**Aim of the exercise**. Across the records below, count the lines that contain "from" and write down only the count.

**Data to use**.

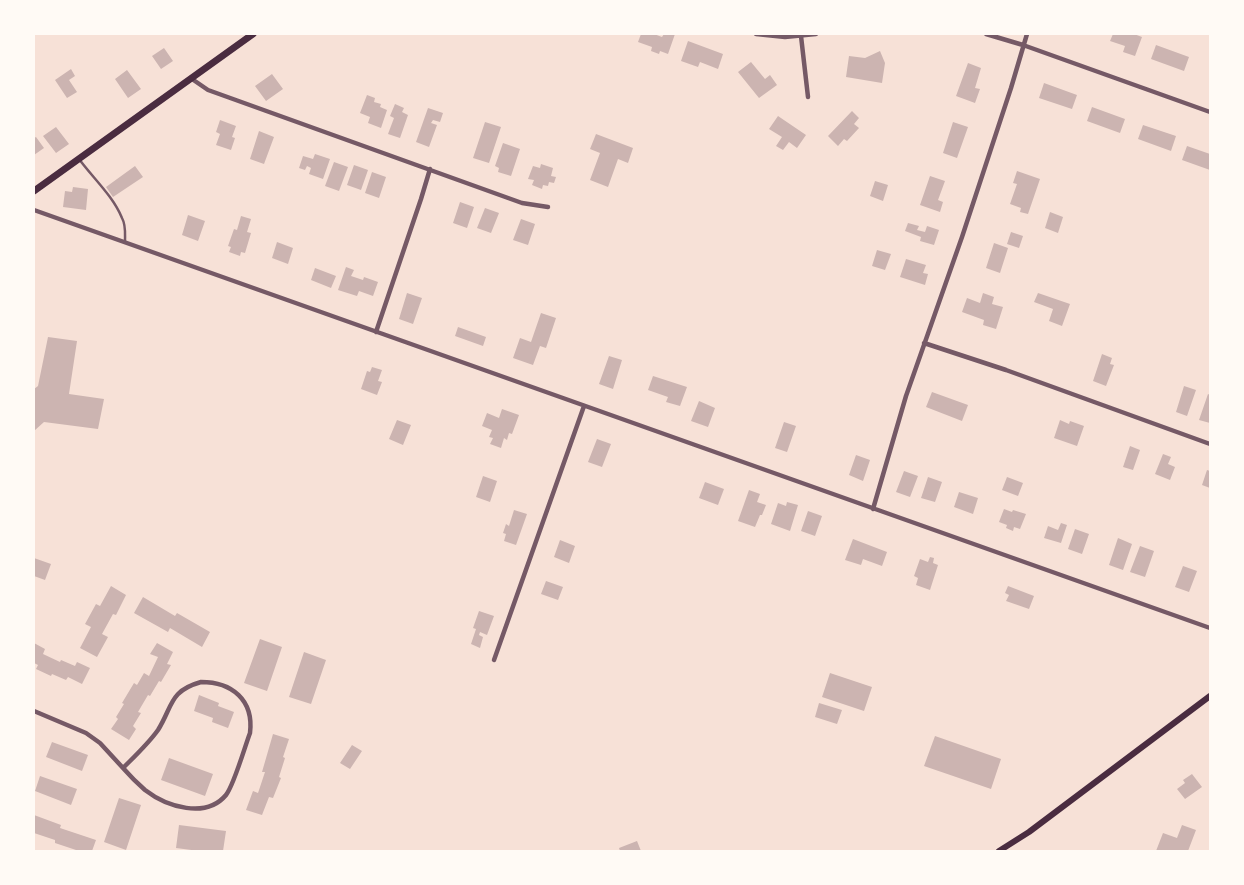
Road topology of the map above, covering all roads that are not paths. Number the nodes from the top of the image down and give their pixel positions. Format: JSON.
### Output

---

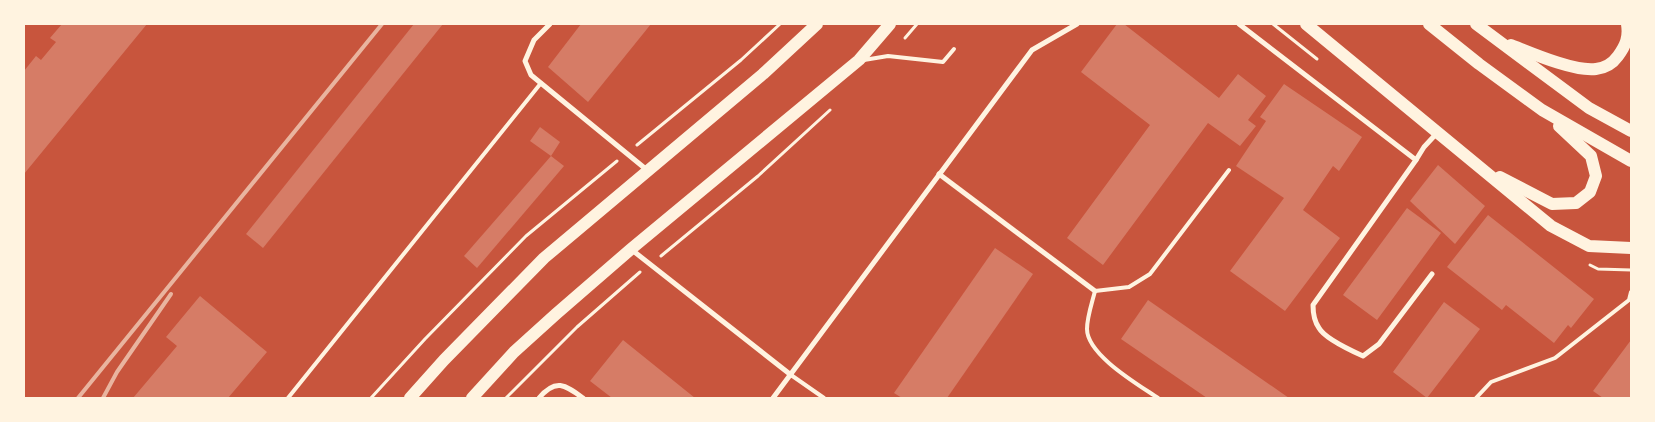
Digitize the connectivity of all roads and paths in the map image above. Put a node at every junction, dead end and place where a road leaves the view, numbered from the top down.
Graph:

**Output for this exercise**. 2